Clealon was 21 and Jennie only 16 when they married. To this couple
was born three children:
WANDA INEZ BRAY, b. 29 Jan 1905
in Wallsburg, Wasatch County
(later married Leonard Call Mann)
LISTON CLEALON BRAY, b. 10 Mar 1906
in Provo, Utah County
(later married Bertha Butterfield)
ROBERT LAMAR BRAY, b. 23 Aug 1908
in Bingham, Salt Lake County, Utah
(later married Grace Allene Lumpkin)
Clealon and Jennie were divorced soon after LaMar was born. She moved
to Bingham Canyon where her parents had lived since 1907. They owned a
cafe and grocery store in Bingham. Jennie worked for her father and
later at her sister's boarding house, while she and her three children
lived with her parents, Robert Wilson Glenn II and Vilate Mecham Glenn.
Bingham Canyon, a typical western mining town, was quite a rough place.
It had many saloons, and fights broke out frequently. The town was also
plagued by natural disasters, such as floods, fires, and snowslides.
The houses were mostly made of wood and were packed tightly together in
the narrow canyon; so when fires broke out they often raged from one
end of the town to the other. This happened repeatedly (in 1881, 1895,
1905,1924 and 1932). It is said that "every home had a still, and during
the town's fires the smoke smelled so fragrantly that firemen as
well as bystanders, men, women, cats, dogs, chickens, and birds staggered
around dizzily, because of the overpowering alcoholic fumes."
(This may be only another tall tale, however).

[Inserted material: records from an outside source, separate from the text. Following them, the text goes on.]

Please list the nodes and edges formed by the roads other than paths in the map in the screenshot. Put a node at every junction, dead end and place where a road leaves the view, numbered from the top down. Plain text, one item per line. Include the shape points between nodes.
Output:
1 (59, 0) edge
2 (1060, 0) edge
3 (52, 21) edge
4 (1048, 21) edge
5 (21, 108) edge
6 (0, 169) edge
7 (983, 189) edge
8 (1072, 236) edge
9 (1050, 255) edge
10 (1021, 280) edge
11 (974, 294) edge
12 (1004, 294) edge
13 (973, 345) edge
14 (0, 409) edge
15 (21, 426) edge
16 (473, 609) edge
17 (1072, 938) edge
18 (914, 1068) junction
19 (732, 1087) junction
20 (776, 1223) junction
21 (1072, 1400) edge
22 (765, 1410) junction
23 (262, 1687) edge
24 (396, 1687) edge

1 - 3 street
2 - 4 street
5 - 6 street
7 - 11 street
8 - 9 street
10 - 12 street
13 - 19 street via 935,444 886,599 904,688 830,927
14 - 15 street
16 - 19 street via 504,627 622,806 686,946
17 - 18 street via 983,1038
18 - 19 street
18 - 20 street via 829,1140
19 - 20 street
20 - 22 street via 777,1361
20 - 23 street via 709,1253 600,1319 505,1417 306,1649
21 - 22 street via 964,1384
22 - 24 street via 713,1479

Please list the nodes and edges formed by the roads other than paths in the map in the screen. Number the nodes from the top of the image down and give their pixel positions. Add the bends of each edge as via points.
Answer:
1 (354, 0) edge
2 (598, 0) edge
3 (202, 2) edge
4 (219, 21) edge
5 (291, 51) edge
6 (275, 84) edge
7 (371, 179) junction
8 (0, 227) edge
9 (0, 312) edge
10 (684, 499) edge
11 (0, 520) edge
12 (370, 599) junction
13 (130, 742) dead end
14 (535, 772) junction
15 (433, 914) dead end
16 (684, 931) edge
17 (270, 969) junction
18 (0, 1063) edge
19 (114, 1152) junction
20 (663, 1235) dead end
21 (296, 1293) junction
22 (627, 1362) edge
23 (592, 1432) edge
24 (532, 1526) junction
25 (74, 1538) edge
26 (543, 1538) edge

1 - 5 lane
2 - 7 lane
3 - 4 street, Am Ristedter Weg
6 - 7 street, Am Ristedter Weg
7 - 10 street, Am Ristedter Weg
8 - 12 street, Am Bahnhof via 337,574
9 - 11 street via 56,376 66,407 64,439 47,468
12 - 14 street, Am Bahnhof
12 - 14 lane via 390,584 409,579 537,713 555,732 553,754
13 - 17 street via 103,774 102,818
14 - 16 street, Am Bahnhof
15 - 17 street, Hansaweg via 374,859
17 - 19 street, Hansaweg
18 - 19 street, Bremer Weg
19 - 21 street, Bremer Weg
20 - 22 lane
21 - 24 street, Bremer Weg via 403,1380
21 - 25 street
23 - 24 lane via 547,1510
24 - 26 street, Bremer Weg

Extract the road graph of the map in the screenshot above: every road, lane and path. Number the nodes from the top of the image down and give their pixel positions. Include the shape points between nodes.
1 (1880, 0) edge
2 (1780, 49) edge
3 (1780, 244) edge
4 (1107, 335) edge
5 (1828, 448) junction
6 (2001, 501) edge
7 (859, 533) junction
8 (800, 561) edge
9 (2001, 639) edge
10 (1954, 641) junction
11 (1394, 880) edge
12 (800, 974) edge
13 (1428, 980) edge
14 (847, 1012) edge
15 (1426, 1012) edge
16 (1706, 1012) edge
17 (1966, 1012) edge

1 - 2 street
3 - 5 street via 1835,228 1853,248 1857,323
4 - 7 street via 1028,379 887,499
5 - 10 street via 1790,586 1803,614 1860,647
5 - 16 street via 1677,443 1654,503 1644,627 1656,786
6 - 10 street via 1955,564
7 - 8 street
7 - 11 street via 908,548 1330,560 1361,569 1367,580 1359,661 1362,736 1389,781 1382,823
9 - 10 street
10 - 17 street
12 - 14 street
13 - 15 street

Jennie had a hard life trying to raise her children as a single mother.
She worked and tried to support her children, but she remarried
and divorced four more times; she seems to have made very poor choices
in husbands. Most of them were abusive to her or the children, who
were sent to stay with different relatives at times. My grandpa stayed
with cousins in Wallsburg and for a while out at Gold Hill in the west
desert, which is now a ghost town. After her divorce from Clealon Bray,
Jennie Glenn was married and divorced in succession to Earl Tucker,
Bert Baylor, Terry A. Mann, and lastly to Allen Dale Jackson, in 1928.
She had no children by any of these other marriages.
Even though she was also divorced from Mr. Jackson, she kept the last
name Jackson for the remainder of her life.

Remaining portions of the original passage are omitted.